In this study, 60% of MET S patients were HP positive compared to controls, with statistical significance (Table 4). Other studies [29] found a positive correlation between HP infection and MET S. Moreover, Lim et al. [30] suggested that H. pylori infection may play an independent role in the pathogenesis of metabolic syndrome in patients under 65 years old.

Regarding clinical characteristics of the patients, we found significantly higher values of body weight, BMI, and waist circumference in patients having MET S patients with NAFLD than those without NAFLD (Table 2) which is in agreement with previous studies [12, 31]. Our study shows a statistically significant association between elevated triglycerides, cholesterol, and LDL, and low HDL levels, and NAFLD (Table 3). Also, we found that uncontrolled hyperglycemia is positively associated with NAFLD (Table 3), which is in agreement with previous studies of Friedman et al. [32] who reported that the main metabolic abnormalities predisposing to NAFLD are hyperglycemia, dyslipidemia, IR, and obesity. Also, a positive association between HP infection and elevated S.TGs, cholesterol levels and hyperglycemia was noticed in our study (Table 7).

Regarding the degree of fibrosis in patients of MET S with NAFLD, using fibrosis risk score [16], we found that HP infection is associated with increased degree of fibrosis significantly (Table 6) with progression to marked fibrosis which may complicate with NASH with overall predictive value of 75% (Table 8) especially in patients with hyperglycemia. That is supported by the study done by Shen et al. [33] who reported that IR resulting from lipid metabolic disturbances and fatty acids accumulation in liver is the main modulator and link between HP infection and hepatic steatosis. Also, the study done by Doğan et al. [34] supports our results as they declared that H. pylori infection is strongly linked to the pathogenesis of early-stage NAFLD, which is described as simple steatosis. On the other hand, Polyzos et al. [10] indicated that H. pylori infection may not contribute to the progression of NAFL to NASH.
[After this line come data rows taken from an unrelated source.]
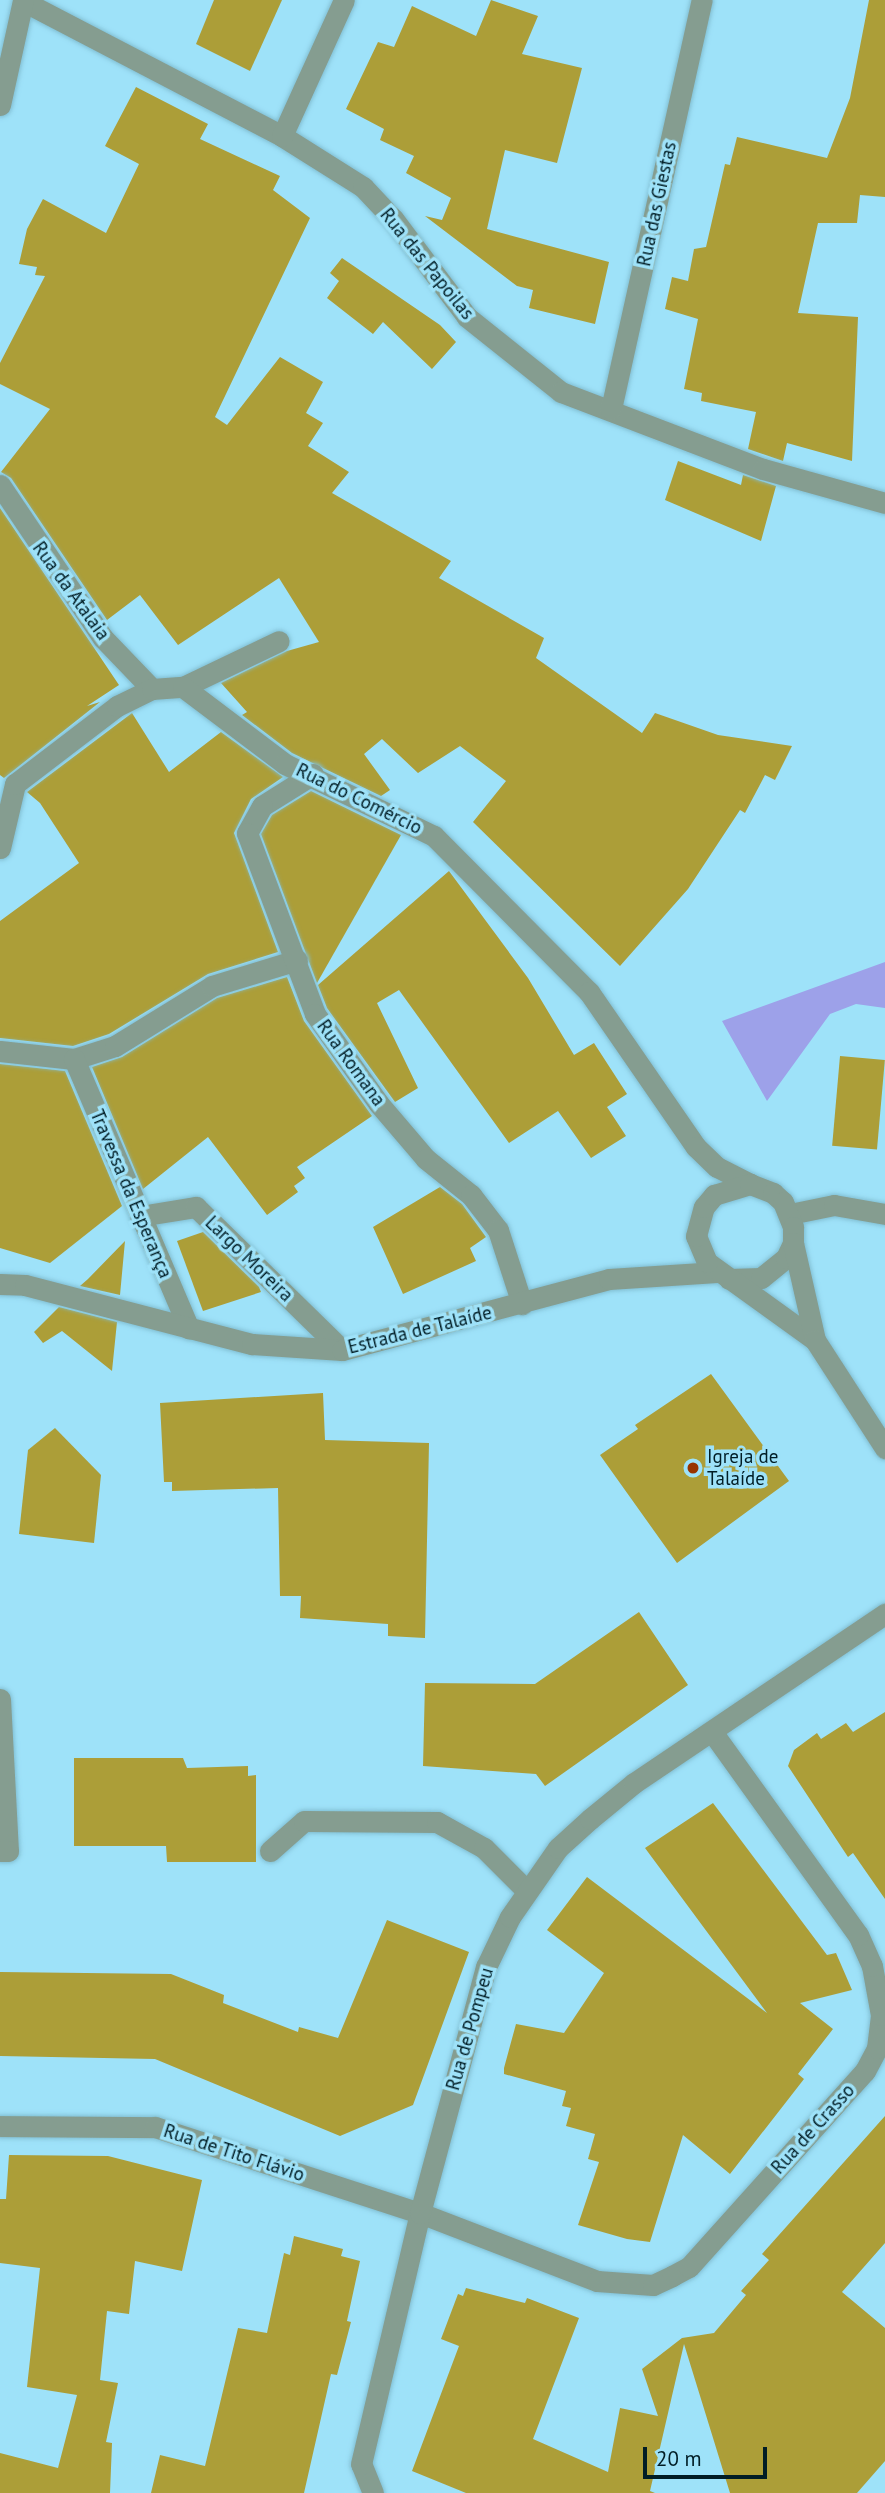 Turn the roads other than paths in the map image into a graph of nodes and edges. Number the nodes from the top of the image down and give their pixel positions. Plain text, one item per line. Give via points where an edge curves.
1 (344, 0) edge
2 (702, 0) edge
3 (23, 1) edge
4 (0, 105) edge
5 (282, 136) junction
6 (611, 409) junction
7 (0, 485) edge
8 (885, 503) edge
9 (279, 641) dead end
10 (183, 687) junction
11 (152, 689) junction
12 (313, 774) junction
13 (0, 848) edge
14 (297, 960) junction
15 (0, 1051) edge
16 (74, 1059) junction
17 (750, 1184) junction
18 (790, 1214) junction
19 (885, 1214) edge
20 (140, 1216) junction
21 (793, 1243) junction
22 (723, 1276) junction
23 (0, 1284) edge
24 (522, 1304) junction
25 (189, 1329) junction
26 (815, 1340) junction
27 (342, 1350) junction
28 (885, 1448) edge
29 (885, 1614) edge
30 (0, 1699) edge
31 (712, 1732) junction
32 (0, 1851) edge
33 (270, 1851) dead end
34 (526, 1890) junction
35 (0, 2126) edge
36 (420, 2213) junction
37 (373, 2493) edge

1 - 5 street
2 - 6 street, Rua das Giestas
3 - 4 street
3 - 5 street, Rua das Papoilas
5 - 6 street, Rua das Papoilas via 363,187 394,220 467,317 512,356 561,392
6 - 8 street, Rua das Papoilas via 763,469
7 - 11 street, Rua da Atalaia via 103,638
9 - 10 street
10 - 11 street
10 - 12 street, Rua do Comércio via 285,764
11 - 13 street via 117,706 15,784
12 - 14 street, Rua Romana via 262,806 247,833
12 - 17 street, Rua do Comércio via 435,836 589,992 696,1147 717,1167
14 - 16 street via 212,986 116,1046
14 - 24 street, Rua Romana via 315,1014 379,1104 426,1159 471,1195 498,1230
15 - 16 street
16 - 20 street, Travessa da Esperança
17 - 18 street via 773,1193
17 - 22 street via 714,1195 698,1221 700,1250
18 - 19 street via 834,1205
18 - 21 street
20 - 25 street, Travessa da Esperança
20 - 27 street, Largo Moreira via 196,1207
21 - 22 street, Estrada de Talaíde via 786,1258 768,1274 745,1281
21 - 26 street
22 - 24 street, Estrada de Talaíde via 609,1279
22 - 26 street
23 - 25 street, Estrada de Talaíde via 25,1285
24 - 27 street, Estrada de Talaíde
25 - 27 street, Estrada de Talaíde via 252,1344
26 - 28 street
29 - 31 street, Rua de Pompeu
30 - 32 street via 8,1851
31 - 34 street, Rua de Pompeu via 590,1819 558,1848
31 - 36 street, Rua de Crasso via 858,1935 872,1966 881,2015 877,2048 865,2071 689,2267 653,2285 597,2281
33 - 34 street via 304,1821 437,1822 484,1848
34 - 36 street, Rua de Pompeu via 486,1967
35 - 36 street, Rua de Tito Flávio via 155,2127
36 - 37 street, Rua de Pompeu via 361,2464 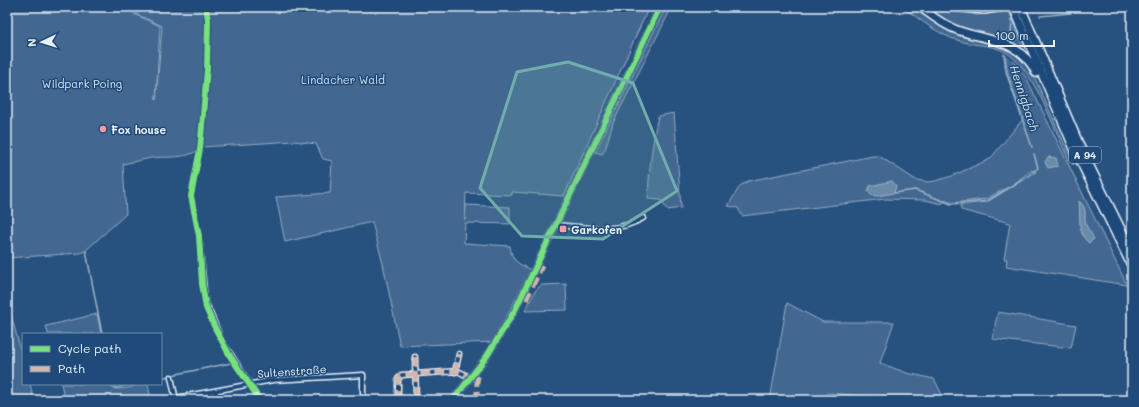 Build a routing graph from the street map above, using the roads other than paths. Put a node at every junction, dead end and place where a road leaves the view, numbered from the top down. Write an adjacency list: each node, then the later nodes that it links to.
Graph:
1 (660, 7): 10 (street)
2 (920, 7): 7 (highway)
3 (954, 7): 4 (highway)
4 (1003, 7)
5 (1012, 7): 7 (highway, A 94)
6 (1021, 7): 11 (highway, A 94)
7 (1046, 88): 12 (highway, A 94)
8 (200, 149): 19 (street)
9 (643, 218): 10 (street)
10 (556, 225): 18 (street)
11 (1132, 251)
12 (1132, 266)
13 (459, 354): 15 (street)
14 (415, 358): 16 (street)
15 (455, 372): 16 (street); 18 (street)
16 (416, 374): 25 (street); 26 (street)
17 (171, 377): 21 (street)
18 (471, 378): 27 (street)
19 (250, 384): 20 (street, Sultenstraße); 23 (street); 24 (street, Sultenstraße)
20 (215, 391): 21 (street, Sultenstraße); 22 (street)
21 (176, 399)
22 (219, 400)
23 (260, 400)
24 (363, 400)
25 (398, 400)
26 (416, 400)
27 (453, 400) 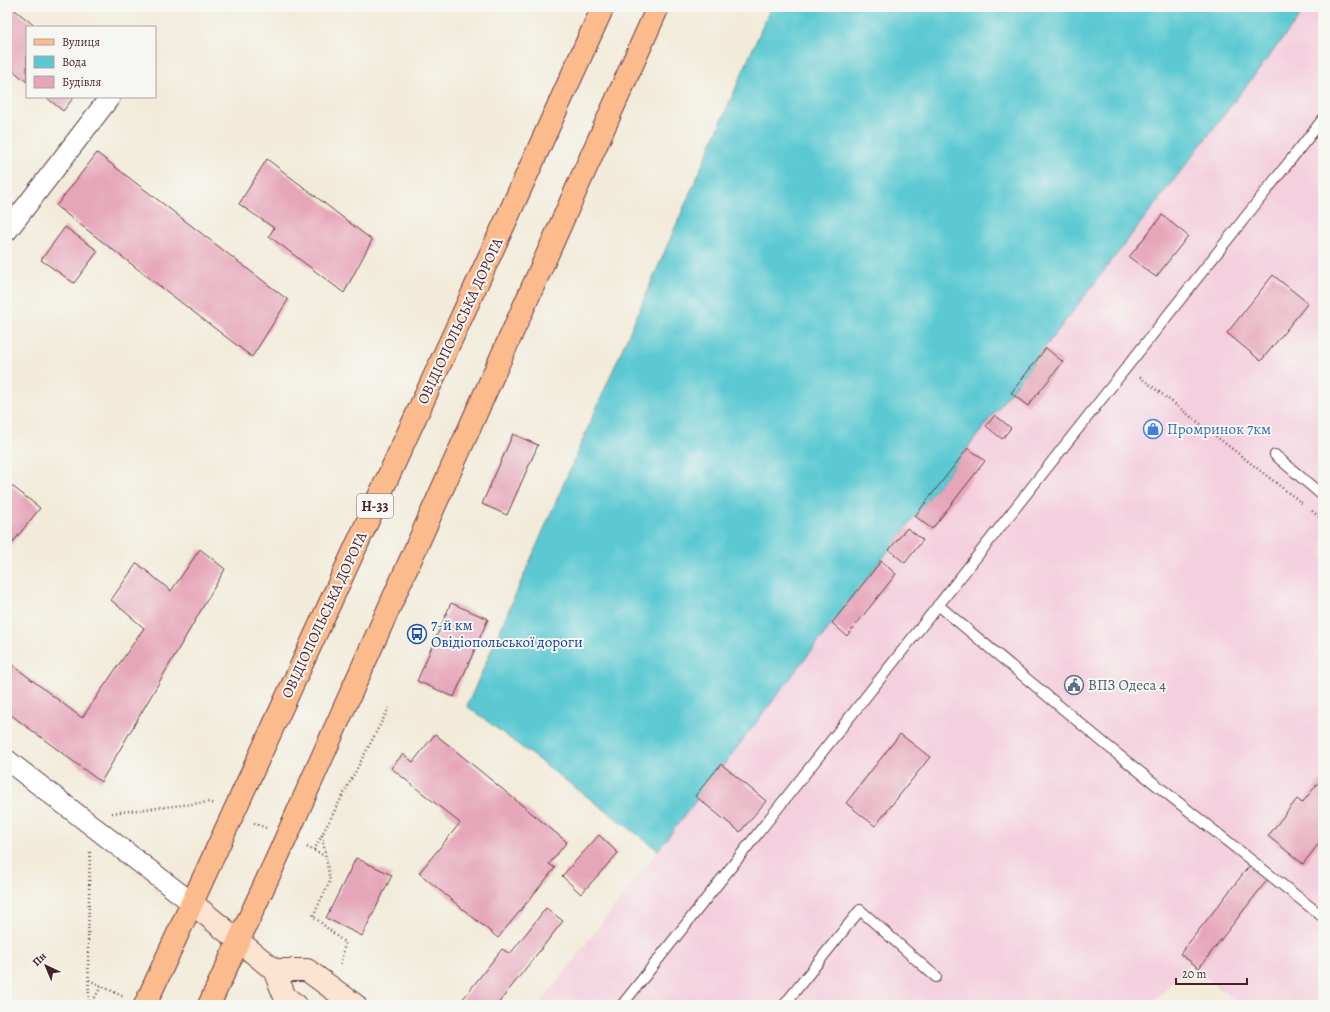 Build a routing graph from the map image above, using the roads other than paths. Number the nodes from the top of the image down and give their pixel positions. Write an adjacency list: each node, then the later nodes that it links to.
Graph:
1 (603, 7): 10 (main road, ОВІДІОПОЛЬСЬКА ДОРОГА / Н-33)
2 (658, 7): 12 (main road)
3 (109, 98): 5 (street)
4 (1323, 119): 8 (lane)
5 (7, 231)
6 (1275, 456): 7 (lane)
7 (1323, 496)
8 (938, 605): 11 (lane); 19 (lane)
9 (7, 760): 10 (street)
10 (192, 902): 12 (street); 15 (main road, ОВІДІОПОЛЬСЬКА ДОРОГА / Н-33)
11 (1323, 917)
12 (238, 941): 13 (street); 16 (main road)
13 (274, 970): 17 (street); 18 (street)
14 (936, 976): 20 (lane)
15 (137, 1002)
16 (208, 1005)
17 (296, 1005)
18 (354, 1005)
19 (622, 1005)
20 (784, 1005)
From the previous discussion, it is clear that HP infection is positively associated with occurrence and progression rate of hepatic steatosis (nonalcoholic fatty liver) especially in MET S patients. So, it can be suggested also that testing and eradication of H. pylori infection might be indicated in patients having metabolic syndrome which could have a role in decreasing the occurrence as well as the burden of NAFLD in such patients.

However, this study has limitations being a case control study, so further prospective studies are needed to confirm the role of HP in progression of NAFL to NASH in patients with metabolic syndrome.

Conclusions

Our study suggested a circle of metabolic abnormalities seemed to be attributed to HP infection in MET S patients increasing the risk of NAFL and progression to marked fibrosis especially with coexistent hyperglycemia, dyslipidemia, and upper body obesity.

HP infection should be kept in mind in patients with MET S. Testing and eradication of HP would help in decreasing metabolic disturbances and possibility of NAFLD, and protect against marked fibrosis progression.

Taking into consideration limitation of this case control study, further prospective longitudinal studies are required to confirm the results and further explore whether early diagnosis and eradication of HP could have an impact on decreasing hepatic complications in those patients side by side with strict control of blood glucose level and follow-up the lipid profile.

Additional research is needed to explore the correlation between HP infection and progression of NAFL to NASH and/or liver cirrhosis.